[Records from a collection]
------------------------------------------------
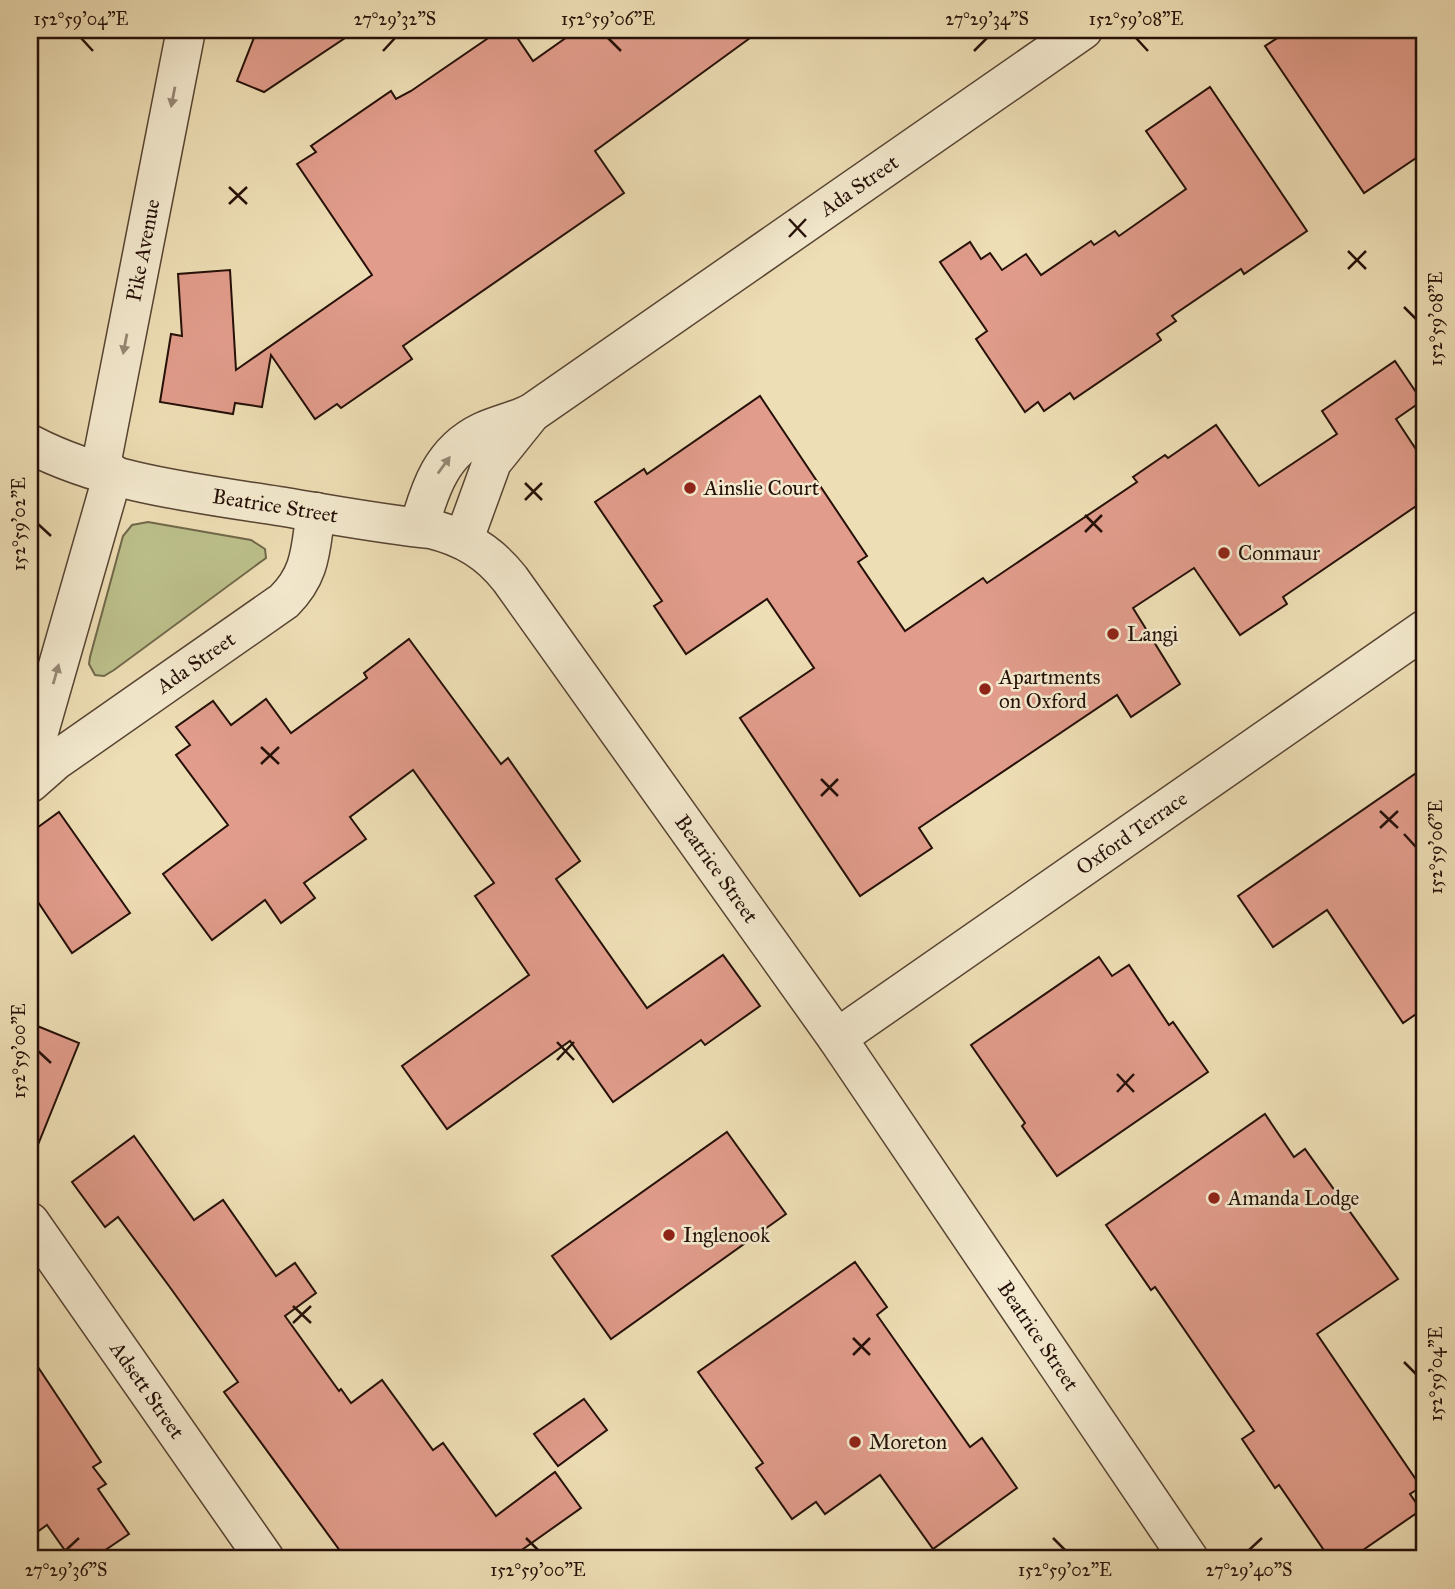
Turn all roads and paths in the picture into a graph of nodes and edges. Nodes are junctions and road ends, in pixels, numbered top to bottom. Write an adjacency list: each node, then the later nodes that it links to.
1 (186, 30): 5 (street, Pike Avenue, one-way to 5)
2 (1083, 30): 3 (street, Ada Street)
3 (533, 412): 7 (street, Ada Street, one-way to 3); 8 (street, Ada Street)
4 (37, 453): 5 (street, Beatrice Street)
5 (106, 472): 6 (street, Beatrice Street); 10 (street, Pike Avenue, one-way to 5)
6 (316, 512): 7 (street, Beatrice Street); 11 (street, Ada Street)
7 (419, 527): 8 (street, Beatrice Street)
8 (464, 539): 12 (street, Beatrice Street)
9 (1425, 629): 12 (street, Oxford Terrace)
10 (30, 763)
11 (30, 783)
12 (837, 1038): 15 (street, Beatrice Street)
13 (30, 1222): 14 (street, Adsett Street)
14 (265, 1559)
15 (1189, 1559)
------------------------------------------------
[Work item] Omit the pictures and restate the rest of the records verbatim.

[Task response]
Turn all roads and paths in the picture into a graph of nodes and edges. Nodes are junctions and road ends, in pixels, numbered top to bottom. Write an adjacency list: each node, then the later nodes that it links to.
1 (186, 30): 5 (street, Pike Avenue, one-way to 5)
2 (1083, 30): 3 (street, Ada Street)
3 (533, 412): 7 (street, Ada Street, one-way to 3); 8 (street, Ada Street)
4 (37, 453): 5 (street, Beatrice Street)
5 (106, 472): 6 (street, Beatrice Street); 10 (street, Pike Avenue, one-way to 5)
6 (316, 512): 7 (street, Beatrice Street); 11 (street, Ada Street)
7 (419, 527): 8 (street, Beatrice Street)
8 (464, 539): 12 (street, Beatrice Street)
9 (1425, 629): 12 (street, Oxford Terrace)
10 (30, 763)
11 (30, 783)
12 (837, 1038): 15 (street, Beatrice Street)
13 (30, 1222): 14 (street, Adsett Street)
14 (265, 1559)
15 (1189, 1559)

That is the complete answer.